CASA: Spreading Awareness, Giving Support


A display in the Student Union near Starbucks that shows the importance of consent and spreads awareness about victim blaming. (Photo courtesy of Felicia Rosin)

By Brooklyn Dennison, Editor-in-Chief

The Coalition Against Sexual Assault is a student organization at The University of Akron that spreads awareness and gives support on topics like sexual assault and domestic violence.

CASA is a relatively new organization that started after the president of the organization, Felicia Rosin, was inspired by the Walk of Heroes, a fundraiser event that supported the Rape Crisis Center of Media and Summit Counties, last fall.

After the event, Rosin said she reached out to the dean of students, who recommended CASA. CASA had existed at the University before, but it was not an official student organization and the previous members of CASA had left or graduated, Rosin said. Rosin was the student who made it an official organization.

CASA functions as a normal student organization, they do events and fundraisers, but the members also serve as the student representatives for the SAVE Team at the University. The SAVE Team is the Sexual Assault and Violence Education Team, which develops programs and services at the University with the goal of preventing sexual violence.

As a newer organization, CASA has already done a number of events and fundraisers. Earlier this semester there was a clothing display in the Student Union. The display consisted of various outfits surrounding a whiteboard that read, “No matter what we wear or where we go, yes means yes and no means no!” The purpose was to end victim blaming and spread awareness about consent.  

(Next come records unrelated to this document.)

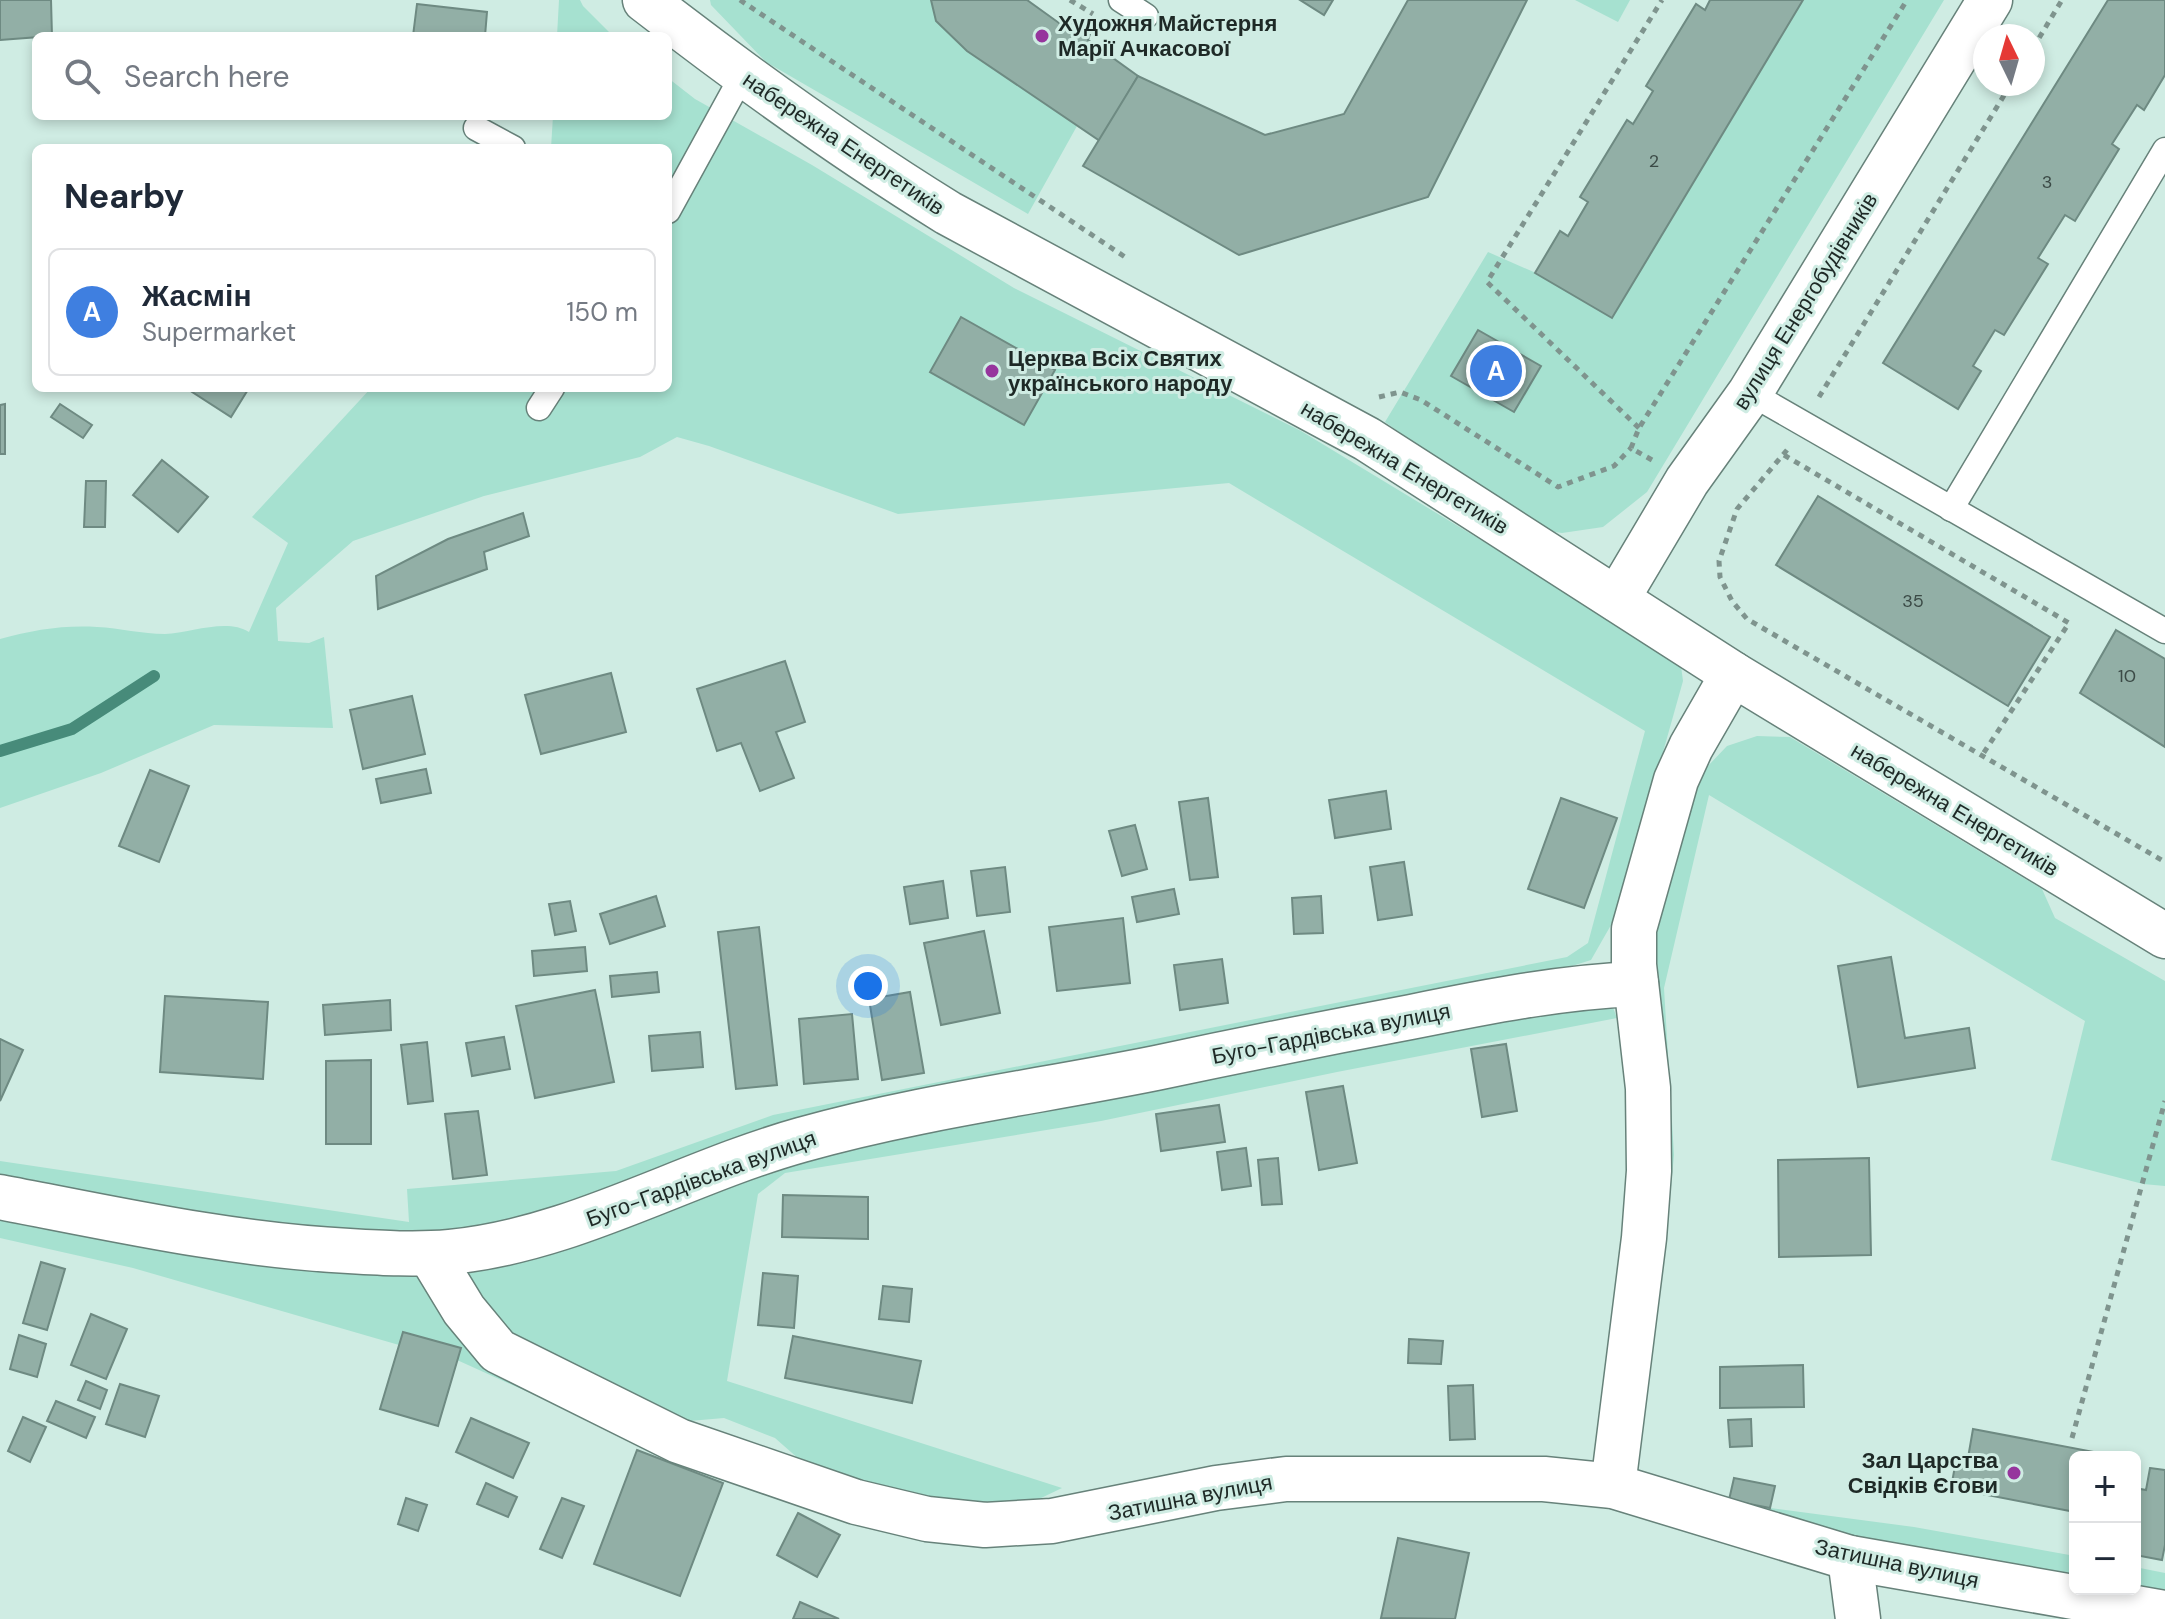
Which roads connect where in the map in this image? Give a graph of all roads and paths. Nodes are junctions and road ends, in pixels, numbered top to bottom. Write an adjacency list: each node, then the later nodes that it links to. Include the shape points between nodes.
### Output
1 (645, 0): 10 (street, набережна Енергетиків)
2 (740, 0): 16 (path)
3 (1121, 0): 8 (lane)
4 (1662, 0): 20 (path, via 1487,282)
5 (1907, 0): 20 (path)
6 (1990, 0): 17 (street, вулиця Енергобудівників)
7 (2062, 0): 9 (path)
8 (1146, 16)
9 (2045, 28)
10 (742, 76): 15 (lane); 26 (street, набережна Енергетиків, via 948,213 1367,439)
11 (2004, 96): 19 (path)
12 (476, 128): 13 (lane)
13 (506, 144)
14 (2165, 150): 25 (lane)
15 (672, 204)
16 (1130, 260)
17 (1750, 393): 19 (lane); 23 (street, вулиця Енергобудівників)
18 (1370, 401): 21 (path, via 1400,392 1410,395 1558,487 1614,466)
19 (1802, 425): 22 (path); 25 (lane)
20 (1639, 428): 21 (path)
21 (1631, 448): 23 (path)
22 (1784, 455): 24 (path); 29 (path, via 2069,623)
23 (1687, 481): 24 (path); 26 (street, вулиця Енергобудівників)
24 (1737, 509): 29 (path, via 1719,561 1720,577 1747,619)
25 (1951, 509): 27 (lane)
26 (1617, 599): 28 (street, набережна Енергетиків)
27 (2165, 631)
28 (1733, 674): 31 (street, набережна Енергетиків); 32 (street, via 1684,761 1657,841 1634,929)
29 (1981, 757): 30 (path)
30 (2165, 862)
31 (2165, 936)
32 (1636, 984): 35 (street, Буго-Гардівська вулиця, via 1464,1007 920,1110 770,1149 558,1228); 37 (street, via 1648,1101 1648,1205)
33 (2165, 1101): 36 (path)
34 (0, 1197): 35 (street, Буго-Гардівська вулиця, via 266,1244)
35 (430, 1254): 37 (street, Затишна вулиця, via 464,1310 498,1351 679,1441 915,1517 985,1525 1052,1521 1286,1479 1544,1479)
36 (2072, 1438)
37 (1613, 1486): 38 (street, Затишна вулиця)
38 (1850, 1558): 39 (street, Затишна вулиця); 40 (street)
39 (2165, 1613)
40 (1858, 1619)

Last October, the members of the organization had another display in the Student Union for domestic violence awareness month. They had a display where students could write notes to survivors of domestic violence.

In October, the members also hosted an escape room during the Root Beer Kegger at UA. The escape room was to simulate the difficulty of getting out of a violent relationship, Rosin said students who participated in the escape room were given a scenario where they were in a long-term relationship that had become abusive. Getting out of the escape room was essentially getting out of the relationship. Participants had to find the means to get out of the escape room, with obstacles along the way that mimicked being in an abusive relationship.

Rosin said there were about 80 participants for the escape room.

In November, members of  CASA have several events planned. For the entire month of November, members of the organization are collecting new or used and in good condition pajamas for women and children for the Battered Women’s Shelter. Some locations for the pajama collection boxes include Bierce Library, the Honors Complex and the Student Recreation and Wellness Center.

Members of CASA are also doing a fundraiser on Nov. 21 at Chipotle on Exchange Street. If students order and mention CASA, 50 percent of the price of their order goes to the organization.

“CASA is inspiring because it’s unique. Many student orgs don’t have a completely student-run advocacy group,” Rosin said. She said it was also heart-warming to see students who were not necessarily affected by the issues they cover be compassionate about the issues.

CASA general meetings are on the second Wednesday of the month in the Student Union at 5 p.m., Rosin said. The room that the meetings are held in changes every month, but students who would like to attend can look at CASA’s OrgSync page for details.